Jareth chuckled and did something in response to her mischief that sent Lisette into a full rise out of her chair.
They talked of the children and their joy at being reunited with Miss Chloe and Rebeccah’s reservations about having Chloe become her aunt. With so much change in their lives in the last year—and none of it good—Chloe understood the child’s fears. She did her best to reassure the both of them, as did Jareth when they came to visit, laden with drawings. They picked wildflowers and any other treasures they could scavenge to express their love for their uncle.
They talked about the wedding and the fact that Papa was to come with Gigi and her baby, and that Lord Rathford accepted the invitation Chloe had insisted be sent. This signaled there were
to be no hostilities between the families, despite the fact that Helena understandably declined.
Jareth tried to be sensitive to Chloe’s wishes as the plans for the wedding took on enormous proportion, but as he gained strength and began to assume more of his duties once again, it was clear that the wedding of the Duke of Strathmere could be no modest affair. Just his business obligations alone tallied up more than one hundred guests.
But on the day, when it finally arrived, even with the small orchestra playing and people packed into the pews of the village cathedral, and elaborate arrangements of flowers crowding the church and Rebeccah and Sarah tossing rose petals on a red velvet carpet, the simple woman who had captured his heart shone through.
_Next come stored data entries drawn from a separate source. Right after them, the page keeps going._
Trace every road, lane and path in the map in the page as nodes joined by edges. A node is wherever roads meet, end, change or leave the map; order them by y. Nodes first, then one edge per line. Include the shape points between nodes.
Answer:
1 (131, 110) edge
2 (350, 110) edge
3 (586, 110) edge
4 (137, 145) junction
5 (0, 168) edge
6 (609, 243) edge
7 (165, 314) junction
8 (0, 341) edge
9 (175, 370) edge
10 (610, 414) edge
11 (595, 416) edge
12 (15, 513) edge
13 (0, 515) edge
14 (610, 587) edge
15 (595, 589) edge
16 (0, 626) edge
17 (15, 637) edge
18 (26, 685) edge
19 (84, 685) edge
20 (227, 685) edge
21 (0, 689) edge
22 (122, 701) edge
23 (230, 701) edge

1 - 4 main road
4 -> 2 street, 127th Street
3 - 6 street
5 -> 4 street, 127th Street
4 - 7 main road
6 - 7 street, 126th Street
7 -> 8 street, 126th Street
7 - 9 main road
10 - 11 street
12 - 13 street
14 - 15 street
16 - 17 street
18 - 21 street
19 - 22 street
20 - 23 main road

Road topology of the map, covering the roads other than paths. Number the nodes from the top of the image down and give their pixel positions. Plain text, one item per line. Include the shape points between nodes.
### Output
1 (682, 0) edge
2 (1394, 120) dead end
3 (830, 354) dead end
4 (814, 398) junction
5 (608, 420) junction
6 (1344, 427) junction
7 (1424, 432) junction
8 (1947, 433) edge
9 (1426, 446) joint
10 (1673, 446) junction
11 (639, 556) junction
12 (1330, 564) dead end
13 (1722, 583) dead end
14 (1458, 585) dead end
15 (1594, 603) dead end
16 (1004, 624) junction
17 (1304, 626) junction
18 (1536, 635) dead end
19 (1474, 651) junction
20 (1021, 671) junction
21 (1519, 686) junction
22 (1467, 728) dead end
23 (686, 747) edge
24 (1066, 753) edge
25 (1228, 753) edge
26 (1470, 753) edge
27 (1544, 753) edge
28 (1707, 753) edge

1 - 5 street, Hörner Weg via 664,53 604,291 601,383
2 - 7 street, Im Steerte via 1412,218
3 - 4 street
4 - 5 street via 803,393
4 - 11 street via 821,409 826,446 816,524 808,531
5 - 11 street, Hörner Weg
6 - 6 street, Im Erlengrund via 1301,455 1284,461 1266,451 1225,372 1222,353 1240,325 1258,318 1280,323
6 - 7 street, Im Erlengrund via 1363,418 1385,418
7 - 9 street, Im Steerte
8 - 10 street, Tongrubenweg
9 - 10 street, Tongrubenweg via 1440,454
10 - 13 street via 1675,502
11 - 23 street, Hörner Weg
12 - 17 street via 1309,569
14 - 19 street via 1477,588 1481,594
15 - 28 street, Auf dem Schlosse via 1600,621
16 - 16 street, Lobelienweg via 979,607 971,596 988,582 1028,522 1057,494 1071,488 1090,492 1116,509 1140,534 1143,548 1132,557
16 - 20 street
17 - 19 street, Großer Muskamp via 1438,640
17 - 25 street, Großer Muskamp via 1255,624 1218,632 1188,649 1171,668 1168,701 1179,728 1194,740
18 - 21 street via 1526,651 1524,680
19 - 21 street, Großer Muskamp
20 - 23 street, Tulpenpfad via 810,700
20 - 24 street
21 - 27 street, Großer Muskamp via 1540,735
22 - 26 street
In an exquisite gown of yellow silk, she glided down the aisle of the cathedral with that preternatural grace that had always bewitched him, her face so radiant he felt his heart ache. Even on this day, her hair escaped in willful tendrils, framing her face with an enchantingly mussed look that Jareth guessed the young women would be copying back in London.
She progressed slowly down the aisle, head held high as curious eyes followed her. She knew as well as he did that they had been the topic of countless conversations and speculations since the moment their engagement was announced. He had to admit he was more than a bit concerned about how she would hold up, but here she was with the same quiet dignity and self-possession that had delighted—albeit at times infuriated—him from the start.
And that smile, so true and bright and full of joy. Only Chloe could look like that, with her heart open for all to see, and melt the most sour looks of disapproval from some of his mother’s friends, transforming each one into a wistful smile as she passed.
She was his. Forever. And for that he would face down every raised brow, every snide look from those small-minded folk who had once—almost—counted him as their own.
As he waited at the altar, he turned to the man who stood with him and exchanged a look. Colin nodded, as if he understood. Jareth supposed if anyone did, it was he.
Then Chloe was before him. Her father placed her hand in Jareth’s.
He promised her his heart, mind, body and soul and listened as her faintly accented voice vowed the same. Then he kissed her, frustrated by the eyes that watched them.